In the light of lockdown and with businesses all over the country reopening, there are new measures which business owners must take to ensure their food and hospitality business falls in line with new COVID-19 regulations.
As a direct result of this, we’ve seen an increase in the demand and searches for food hygiene information.
Google Searches For ‘Food Hygiene’
Data source: Google Trends (https://trends.google.com/trends/explore?geo=GB&q=food%20hygiene)
As we can see in the graphic above, searches around food hygiene dramatically spiked around the start of the year, February to be precise.
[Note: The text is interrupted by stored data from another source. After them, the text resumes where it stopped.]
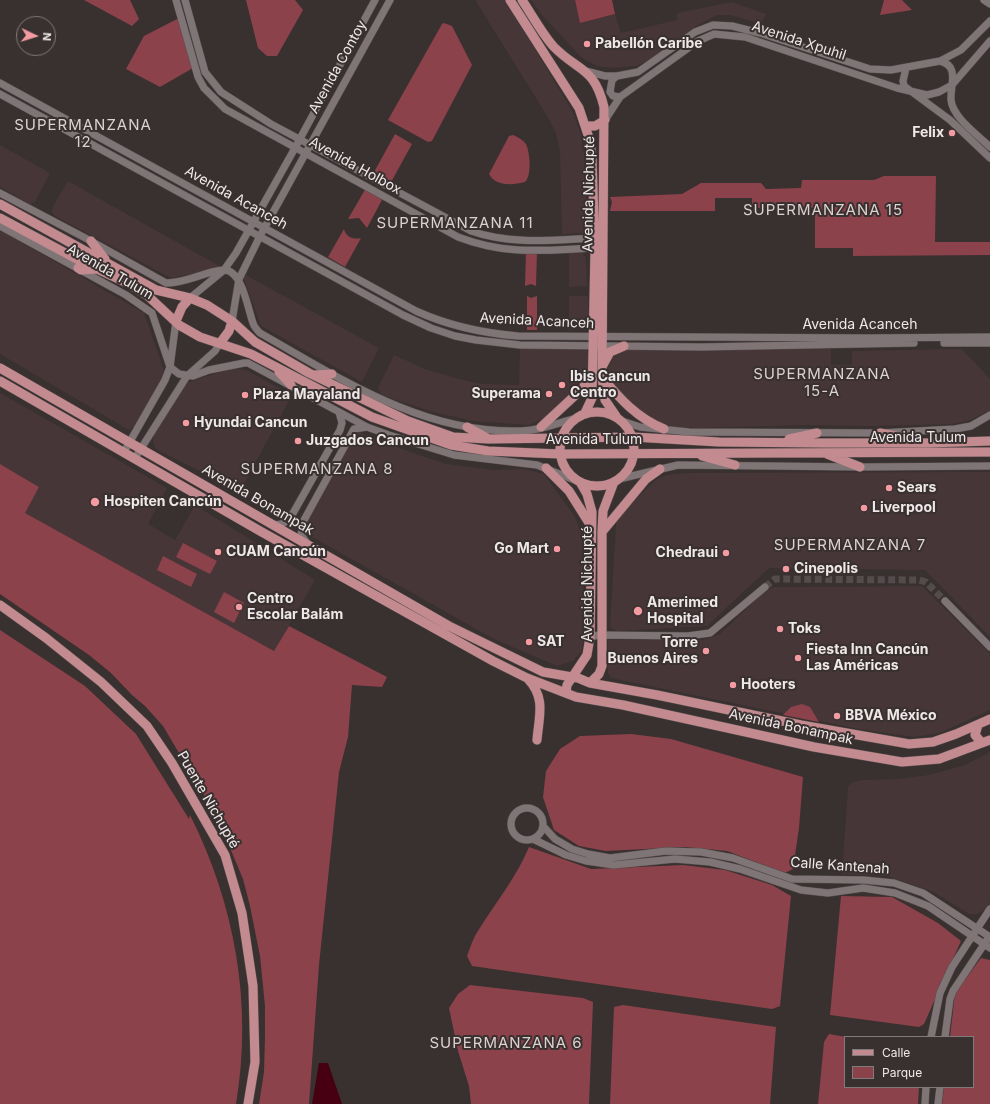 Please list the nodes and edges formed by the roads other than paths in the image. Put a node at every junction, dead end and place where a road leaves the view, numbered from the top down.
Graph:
1 (176, 0) edge
2 (185, 0) edge
3 (375, 0) edge
4 (390, 0) edge
5 (510, 0) edge
6 (522, 0) edge
7 (984, 0) edge
8 (990, 4) edge
9 (990, 21) edge
10 (358, 30) junction
11 (370, 36) junction
12 (990, 41) edge
13 (568, 59) junction
14 (940, 60) junction
15 (906, 68) junction
16 (556, 71) junction
17 (586, 71) junction
18 (617, 76) junction
19 (0, 83) edge
20 (952, 85) junction
21 (911, 92) junction
22 (0, 94) edge
23 (620, 97) junction
24 (605, 120) junction
25 (586, 126) junction
26 (300, 139) junction
27 (310, 144) junction
28 (591, 146) junction
29 (603, 146) junction
30 (990, 147) edge
31 (295, 148) junction
32 (304, 153) junction
33 (990, 158) edge
34 (0, 193) edge
35 (0, 204) edge
36 (0, 218) edge
37 (254, 221) junction
38 (0, 226) edge
39 (264, 227) junction
40 (249, 229) junction
41 (260, 236) junction
42 (594, 238) junction
43 (91, 241) junction
44 (595, 248) junction
45 (107, 262) junction
46 (78, 268) junction
47 (98, 269) junction
48 (224, 270) junction
49 (239, 279) junction
50 (190, 298) junction
51 (176, 321) junction
52 (232, 321) junction
53 (990, 337) edge
54 (592, 342) junction
55 (602, 342) junction
56 (220, 343) junction
57 (990, 343) edge
58 (624, 346) junction
59 (268, 362) junction
60 (602, 366) junction
61 (170, 367) junction
62 (0, 368) edge
63 (592, 373) junction
64 (332, 374) junction
65 (313, 375) junction
66 (187, 376) junction
67 (602, 377) junction
68 (0, 381) edge
69 (290, 385) junction
70 (339, 412) junction
71 (580, 415) junction
72 (990, 416) edge
73 (619, 418) junction
74 (367, 427) junction
75 (467, 427) junction
76 (541, 428) junction
77 (137, 429) junction
78 (664, 429) junction
79 (340, 430) junction
80 (817, 433) junction
81 (880, 433) junction
82 (149, 434) junction
83 (351, 435) junction
84 (633, 437) junction
85 (561, 438) junction
86 (488, 439) junction
87 (990, 440) edge
88 (130, 442) junction
89 (771, 442) junction
90 (928, 443) junction
91 (141, 448) junction
92 (124, 452) junction
93 (822, 452) junction
94 (990, 452) edge
95 (634, 453) junction
96 (560, 454) junction
97 (695, 454) junction
98 (135, 458) junction
99 (735, 465) junction
100 (990, 466) edge
101 (860, 467) junction
102 (546, 468) junction
103 (660, 469) junction
104 (617, 481) junction
105 (579, 482) junction
106 (292, 515) junction
107 (266, 521) junction
108 (303, 522) junction
109 (592, 527) junction
110 (602, 532) junction
111 (310, 546) junction
112 (765, 587) tunnel mouth
113 (945, 601) tunnel mouth
114 (0, 606) edge
115 (601, 635) junction
116 (590, 637) junction
117 (990, 646) edge
118 (572, 677) junction
119 (527, 678) junction
120 (590, 684) junction
121 (626, 690) junction
122 (566, 693) junction
123 (586, 699) junction
124 (623, 705) junction
125 (990, 719) edge
126 (978, 725) junction
127 (537, 740) dead end
128 (986, 741) edge
129 (543, 826) junction
130 (533, 839) junction
131 (770, 871) junction
132 (766, 878) junction
133 (864, 880) junction
134 (863, 888) junction
135 (990, 909) edge
136 (976, 929) junction
137 (972, 936) junction
138 (990, 936) edge
139 (987, 946) edge
140 (931, 1036) edge
141 (946, 1036) edge
142 (926, 1088) edge
143 (940, 1088) edge
144 (248, 1104) edge
145 (924, 1104) edge
146 (938, 1104) edge

1 - 31 street, Avenida Holbox
2 - 26 street, Avenida Holbox
3 - 10 street, Avenida Contoy
4 - 11 street, Avenida Contoy
5 - 16 main road, Avenida Nichupté
6 - 13 main road, Avenida Nichupté
7 - 8 street
9 - 14 street, Avenida Xpuhil
10 - 11 street
10 - 26 street, Avenida Contoy
11 - 27 street, Avenida Contoy
12 - 20 street, Avenida Xpuhil
13 - 16 main road
13 - 17 main road, Avenida Nichupté
14 - 15 street, Avenida Xpuhil
14 - 20 street
15 - 18 street, Avenida Xpuhil
15 - 21 street
16 - 25 main road, Avenida Nichupté
17 - 18 street, Avenida Xpuhil
17 - 24 main road, Avenida Nichupté
18 - 23 street
19 - 37 street, Avenida Acanceh
20 - 21 street, Avenida Xpuhil
20 - 30 street
21 - 23 street, Avenida Xpuhil
21 - 33 street
22 - 40 street, Avenida Acanceh
23 - 24 street, Avenida Xpuhil
24 - 25 main road
24 - 29 main road, Avenida Nichupté
25 - 28 main road, Avenida Nichupté
26 - 27 street, Avenida Holbox
26 - 31 street, Avenida Contoy
27 - 32 street, Avenida Contoy
27 - 42 street, Avenida Holbox
28 - 29 main road
28 - 42 main road, Avenida Nichupté
29 - 55 main road, Avenida Nichupté
31 - 32 street, Avenida Holbox
31 - 37 street, Avenida Contoy
32 - 39 street, Avenida Contoy
32 - 44 street, Avenida Holbox
34 - 43 street, Avenida Tulum
35 - 45 main road, Avenida Tulum
36 - 47 main road, Avenida Tulum
37 - 39 street, Avenida Acanceh
37 - 40 street, Avenida Contoy
38 - 46 street, Avenida Tulum
39 - 41 street, Avenida Contoy
39 - 54 street, Avenida Acanceh
40 - 41 street, Avenida Acanceh
40 - 48 street, Avenida Contoy
41 - 49 street, Avenida Contoy
41 - 54 street, Avenida Acanceh
42 - 44 main road, Avenida Nichupté
43 - 45 main road
43 - 48 street, Avenida Tulum
44 - 54 main road, Avenida Nichupté
45 - 50 main road, Avenida Tulum
46 - 47 main road
46 - 61 street, Avenida Tulum
47 - 51 main road, Avenida Tulum
48 - 49 street
48 - 50 street, Avenida Contoy
49 - 52 street, Avenida Contoy
49 - 64 street, Avenida Tulum
50 - 51 main road
50 - 52 main road, Avenida Tulum
51 - 56 main road, Avenida Tulum
51 - 61 street
52 - 56 main road
52 - 65 main road, Avenida Tulum
53 - 55 street, Avenida Acanceh
54 - 55 street, Avenida Acanceh
54 - 63 main road, Avenida Nichupté
55 - 58 street, Avenida Acanceh
55 - 60 main road, Avenida Nichupté
56 - 59 main road, Avenida Tulum
56 - 66 street
57 - 58 street, Avenida Acanceh
58 - 60 main road
59 - 69 main road
59 - 96 main road, Avenida Tulum
60 - 67 main road, Avenida Nichupté
61 - 66 street
61 - 77 street
62 - 88 main road, Avenida Bonampak
63 - 71 main road, Avenida Nichupté
63 - 76 main road
64 - 65 main road
64 - 75 street, Avenida Tulum
65 - 86 main road, Avenida Tulum
66 - 69 street, Avenida Tulum
66 - 82 street
67 - 73 main road, Avenida Nichupté
67 - 78 main road
68 - 92 main road, Avenida Bonampak
69 - 70 street, Avenida Tulum
70 - 74 street, Avenida Tulum
70 - 79 street
71 - 73 main road
71 - 76 street, Avenida Tulum
71 - 85 main road, Avenida Nichupté
72 - 81 street, Avenida Tulum
73 - 78 street, Avenida Tulum
73 - 84 main road, Avenida Nichupté
74 - 83 street
74 - 102 street, Avenida Tulum
75 - 76 street, Avenida Tulum
75 - 86 main road
77 - 82 street
77 - 88 street
78 - 80 street, Avenida Tulum
79 - 83 street
79 - 106 street
80 - 81 street, Avenida Tulum
80 - 89 main road
81 - 90 main road
82 - 91 street
83 - 108 street
84 - 85 main road, Avenida Tulum
84 - 89 main road, Avenida Tulum
84 - 95 main road
85 - 86 main road, Avenida Tulum
85 - 96 main road
87 - 90 main road, Avenida Tulum
88 - 91 main road, Avenida Bonampak
88 - 92 street
89 - 90 main road, Avenida Tulum
91 - 98 street
91 - 107 main road, Avenida Bonampak
92 - 98 main road, Avenida Bonampak
93 - 94 main road, Avenida Tulum
93 - 97 main road, Avenida Tulum
93 - 101 main road
95 - 96 main road, Avenida Tulum
95 - 97 main road, Avenida Tulum
95 - 104 main road, Avenida Nichupté
96 - 105 main road, Avenida Nichupté
97 - 99 main road
98 - 119 main road, Avenida Bonampak
99 - 101 street, Avenida Tulum
99 - 103 street, Avenida Tulum
100 - 101 street, Avenida Tulum
102 - 105 street, Avenida Tulum
102 - 109 main road
103 - 104 street, Avenida Tulum
103 - 110 main road
104 - 105 main road
104 - 110 main road, Avenida Nichupté
105 - 109 main road, Avenida Nichupté
106 - 107 street
106 - 108 street
107 - 111 main road, Avenida Bonampak
108 - 111 street
109 - 116 main road, Avenida Nichupté
110 - 115 main road, Avenida Nichupté
111 - 118 main road, Avenida Bonampak
112 - 115 street
113 - 117 street
114 - 144 main road, Puente Nichupté
115 - 116 street
115 - 120 main road, Avenida Nichupté
116 - 118 main road, Avenida Nichupté
118 - 120 main road, Avenida Bonampak
118 - 122 main road, Avenida Nichupté
119 - 122 main road, Avenida Bonampak
119 - 127 main road
120 - 121 main road, Avenida Bonampak
120 - 123 main road
121 - 124 main road
121 - 126 main road, Avenida Bonampak
122 - 123 main road, Avenida Bonampak
123 - 124 main road, Avenida Bonampak
124 - 128 main road, Avenida Bonampak
125 - 126 main road, Avenida Bonampak
126 - 128 main road
129 - 130 street
129 - 130 street
129 - 131 street, Calle Kantenah
130 - 132 street, Calle Kantenah
131 - 132 street
131 - 133 street, Calle Kantenah
132 - 134 street, Calle Kantenah
133 - 134 street
133 - 136 street, Calle Kantenah
134 - 137 street, Calle Kantenah
135 - 136 street
136 - 137 street
136 - 138 street, Calle Kantenah
137 - 139 street, Calle Kantenah
137 - 140 street
138 - 139 street
139 - 141 street
142 - 145 street
143 - 146 street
This correlates directly with the rise in Coronavirus cases and falls as we enter lockdown in March before rising again.
Given the rapid spread of COVID-19 and the impact on the economy, food businesses are among the key areas which are being addressed to get things back on track and ticking as usual.
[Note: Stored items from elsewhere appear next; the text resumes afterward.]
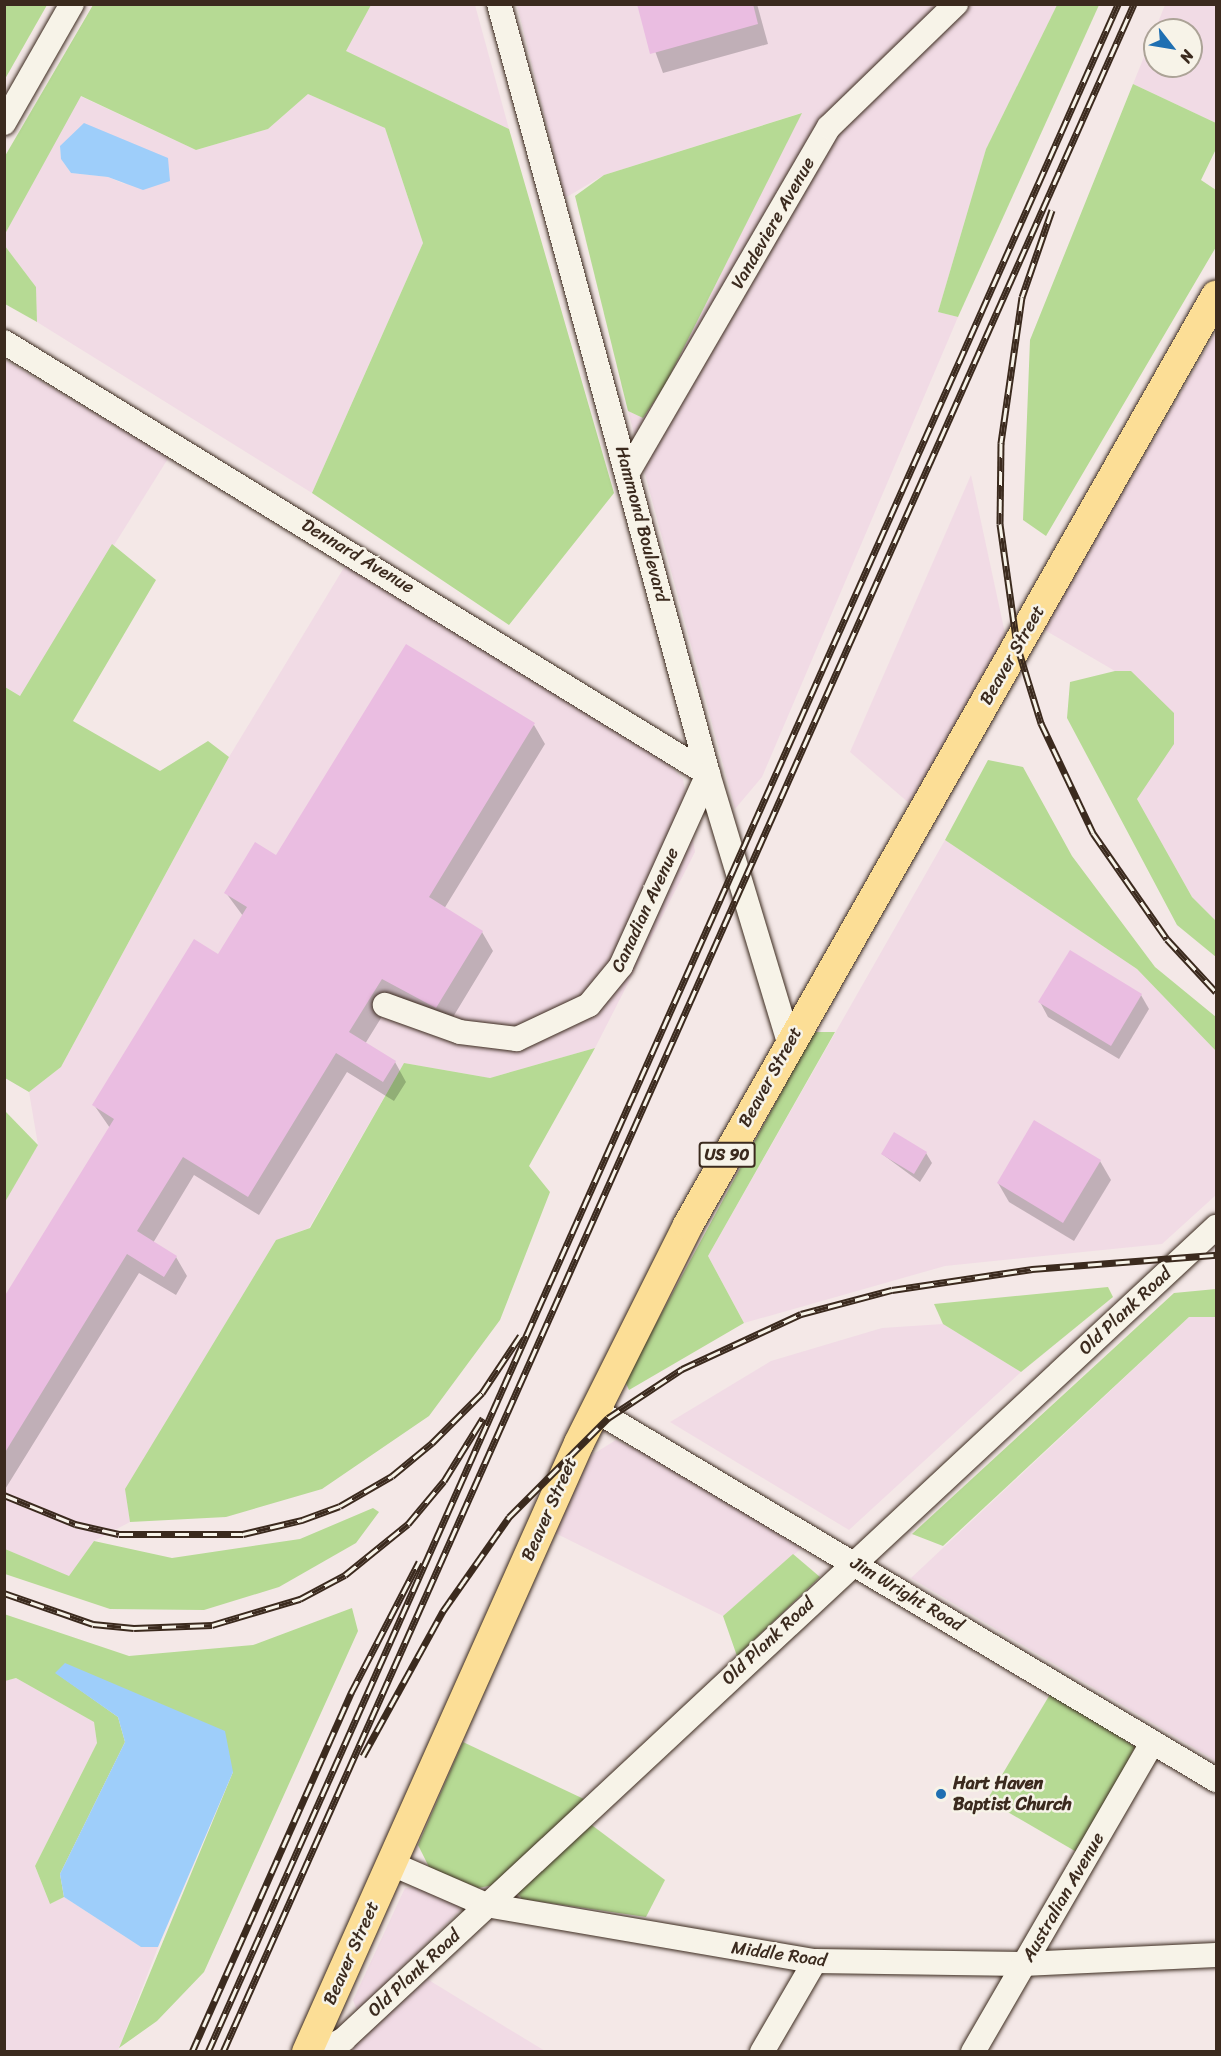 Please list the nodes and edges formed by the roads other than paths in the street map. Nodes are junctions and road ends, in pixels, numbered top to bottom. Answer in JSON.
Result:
{"nodes":[{"id":1,"x":72,"y":4,"type":"edge"},
{"id":2,"x":500,"y":4,"type":"edge"},
{"id":3,"x":956,"y":4,"type":"edge"},
{"id":4,"x":4,"y":123,"type":"edge"},
{"id":5,"x":1216,"y":296,"type":"edge"},
{"id":6,"x":4,"y":342,"type":"edge"},
{"id":7,"x":628,"y":472,"type":"junction"},
{"id":8,"x":708,"y":774,"type":"junction"},
{"id":9,"x":385,"y":1005,"type":"dead end"},
{"id":10,"x":789,"y":1043,"type":"junction"},
{"id":11,"x":1216,"y":1227,"type":"edge"},
{"id":12,"x":594,"y":1410,"type":"junction"},
{"id":13,"x":853,"y":1561,"type":"junction"},
{"id":14,"x":1153,"y":1742,"type":"junction"},
{"id":15,"x":1216,"y":1780,"type":"edge"},
{"id":16,"x":390,"y":1863,"type":"junction"},
{"id":17,"x":486,"y":1905,"type":"junction"},
{"id":18,"x":1216,"y":1955,"type":"edge"},
{"id":19,"x":815,"y":1961,"type":"junction"},
{"id":20,"x":1023,"y":1964,"type":"junction"},
{"id":21,"x":308,"y":2052,"type":"edge"},
{"id":22,"x":319,"y":2052,"type":"edge"},
{"id":23,"x":762,"y":2052,"type":"edge"},
{"id":24,"x":974,"y":2052,"type":"edge"}],
"edges":[{"from":1,"to":4,"type":"street"},
{"from":2,"to":7,"type":"street","name":"Hammond Boulevard"},
{"from":3,"to":7,"type":"street","name":"Vandeviere Avenue"},
{"from":5,"to":10,"type":"main road","name":"Beaver Street","number":"US 90"},
{"from":6,"to":8,"type":"street","name":"Dennard Avenue"},
{"from":7,"to":8,"type":"street","name":"Hammond Boulevard"},
{"from":8,"to":9,"type":"street","name":"Canadian Avenue"},
{"from":8,"to":10,"type":"street","name":"Hammond Boulevard"},
{"from":10,"to":12,"type":"main road","name":"Beaver Street","number":"US 90"},
{"from":11,"to":13,"type":"street","name":"Old Plank Road"},
{"from":12,"to":13,"type":"street","name":"Jim Wright Road"},
{"from":12,"to":16,"type":"main road","name":"Beaver Street","number":"US 90"},
{"from":13,"to":14,"type":"street","name":"Jim Wright Road"},
{"from":13,"to":17,"type":"street","name":"Old Plank Road"},
{"from":14,"to":15,"type":"street","name":"Jim Wright Road"},
{"from":14,"to":20,"type":"street","name":"Australian Avenue"},
{"from":16,"to":17,"type":"street","name":"Middle Road"},
{"from":16,"to":21,"type":"main road","name":"Beaver Street","number":"US 90"},
{"from":17,"to":19,"type":"street","name":"Middle Road"},
{"from":17,"to":22,"type":"street","name":"Old Plank Road"},
{"from":18,"to":20,"type":"street","name":"Middle Road"},
{"from":19,"to":20,"type":"street","name":"Middle Road"},
{"from":19,"to":23,"type":"street"},
{"from":20,"to":24,"type":"street","name":"Australian Avenue"}]}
Though it’s highly unlikely that the virus will be transmitted through food or packaging, restaurants and takeaways can be busy places with concentrated numbers of customers and lots of surfaces where bacteria can lurk.
The rise in demand for food hygiene information mirrors this cause for concern, but there are also other ways in which businesses can prepare to welcome back customers and ensure that their premises are a safe place to eat.
Routine hand-washing is incredibly important in any environment following the pandemic, but perhaps none more so than the food industry. It’s recommended that you wash your hands for 20 seconds with warm water and soap:
As well as taking food hygiene courses, there’s plenty of guidelines out there to help you get to grips with changes you’ll need to make in response to COVID-19 and returning to the kitchen.
There are official government food hygiene guidelines to browse freely as well as guidelines on reopening and adapting following COVID-19 available from the .gov website; these guidelines are aimed at ensuring that both staff and customers are educated in reducing the risks of COVID-19 entering and spreading in the workplace, as well as to the wider community.
Before you return to trading, it’s integral that you carry out a full assessment of your workplace so that government guidelines are fully adhered to. Implement a solid plan for moving forward for operating under these new regulations, and ensure that there are easy-to-follow visual cues and checkpoints in clear view of both staff and customers.
Social distancing must be practised, and so you’ll need to address the positioning of tables and seating, their proximity to each other and serving areas as well as access to restrooms and the main entrance and exit of the premises.
You should also assess the surfaces in the restaurant or takeaway; the likes of tiles and tablecloths provide a surface which the virus can survive and be transmitted through. Do away with tablecloths and look at alternate options, and when it comes to floors, walls and worktops, explore hygienic and long-lasting economical options such as antimicrobial wall cladding and safety flooring for kitchens and restrooms.
A key component in reducing the risk and spread of COVID-19 is the NHS Test & Trace system. Restaurants will be expected to comply with these measures as well as adhering to social distancing guidelines; any failure to do so can result in the closure of the business, hefty fines and even up to two years imprisonment.
By recording your customer’s name, address, phone number, the number of people they’re dining with and the date and time of their visit, you’re able to trace the patrons as well as inform local authorities and the NHS in the event of a COVID-19 case having visited the premises.
Though they may seem a little drastic and even invasive at first, these measures are in place to protect both workers and visitors, and so regular inspections will be carried out to ensure that measures are being carried out and the necessary steps are taken to safeguard the hospitality sector from further harm.